We talked about how he thinks that I am the salt of the earth and that I am a phenomenal person, and a good person.  I am starting to believe that, I am starting to believe that I am pretty, that I am a worthy person.  I am starting to see in myself that which my husband sees, a beautiful, wonderful person.  He also told me that I am not crazy, that I am just misunderstood.  The last therapist I saw did nothing to help my self worth and self esteem, nothing like he has done in just 9 visits.  He wants me to create 'experiences' like the ones we had today in the next week.  Again out of my comfort zone, but it will help.  So I am sort of excited but scared to death to do this.  When I go shopping on Friday, I usually hit about 5 or 6 different stores (yeah we're sort of weird like that lol), so that will give me ample opportunities to draw attention to myself and have LOADS of anxiety.    He basically told me that all Klonopin is is a tranquilizer it does nothing to help the imbalance in my brain, which makes sense as I have heard that it really can knock some people out. 

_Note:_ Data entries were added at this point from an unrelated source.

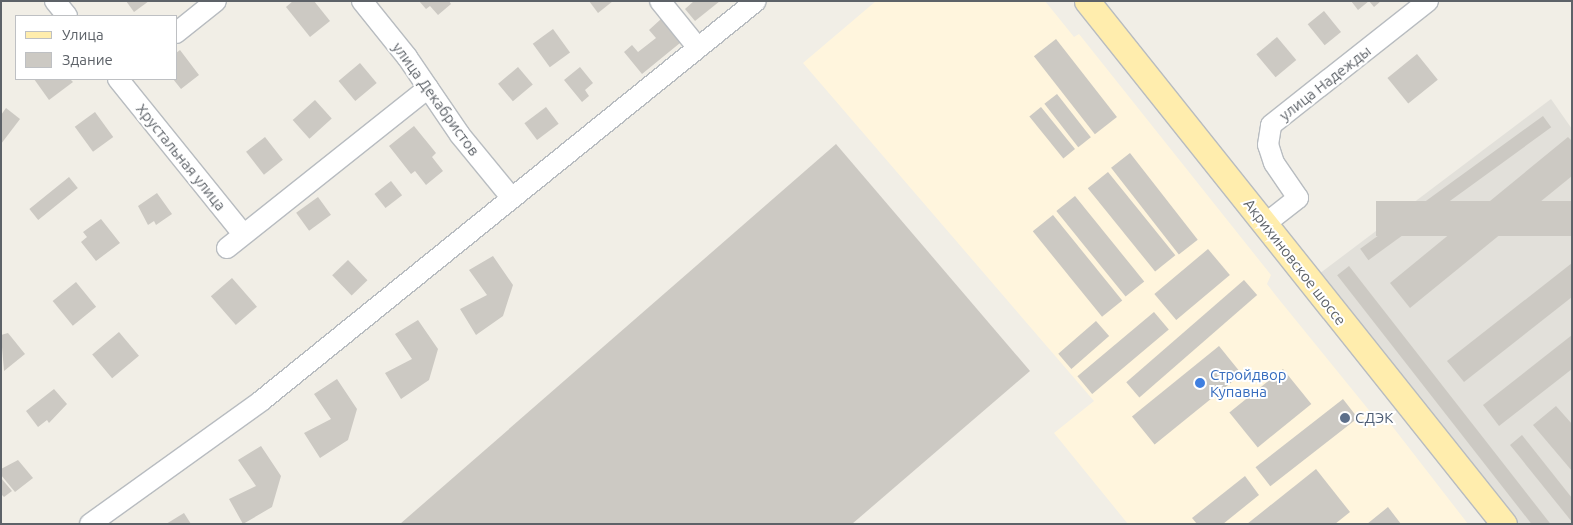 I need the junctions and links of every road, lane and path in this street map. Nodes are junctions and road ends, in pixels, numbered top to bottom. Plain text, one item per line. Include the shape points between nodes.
1 (55, 1) edge
2 (216, 1) edge
3 (362, 1) edge
4 (660, 1) edge
5 (756, 1) edge
6 (1087, 1) edge
7 (1428, 1) edge
8 (66, 15) edge
9 (178, 31) edge
10 (698, 48) junction
11 (119, 80) edge
12 (428, 88) junction
13 (511, 197) junction
14 (1265, 224) junction
15 (244, 234) junction
16 (227, 248) dead end
17 (90, 524) edge
18 (1504, 524) edge

1 - 8 street
2 - 9 street
3 - 12 street, улица Декабристов
4 - 10 street
5 - 10 street
6 - 14 main road, Акрихиновское шоссе
7 - 14 street, улица Надежды via 1271,125 1268,145 1274,163 1298,198
10 - 13 street
11 - 15 street, Хрустальная улица
12 - 13 street, улица Декабристов via 460,135
12 - 15 street
13 - 17 street via 260,401
14 - 18 main road, Акрихиновское шоссе
15 - 16 street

Weight loss is going okay, I blew it this weekend and had a carb overload and gained 5#....EEEKKK, so I am back into the 150's, but I will get back out.  My goal for april is to get to 145# something that has eluded me, that and to exercise every day.  I love what it is doing for my Bipolar and my attitude and depression.  I can't tell you how much I look forward to my walk.  Yesterday at work it was all I could think about, so many hours until I get to go for my walk.  My wonderful hubby even though he didn't feel good even cooked dinner so I could go on my walk.  We have a thing that whomever is home first gets to cook dinner, and it happens most of the time, but he really didn't feel good last night so I must say thank you to him for doing that for me, I REALLY appreciated it and I really enjoyed my walk.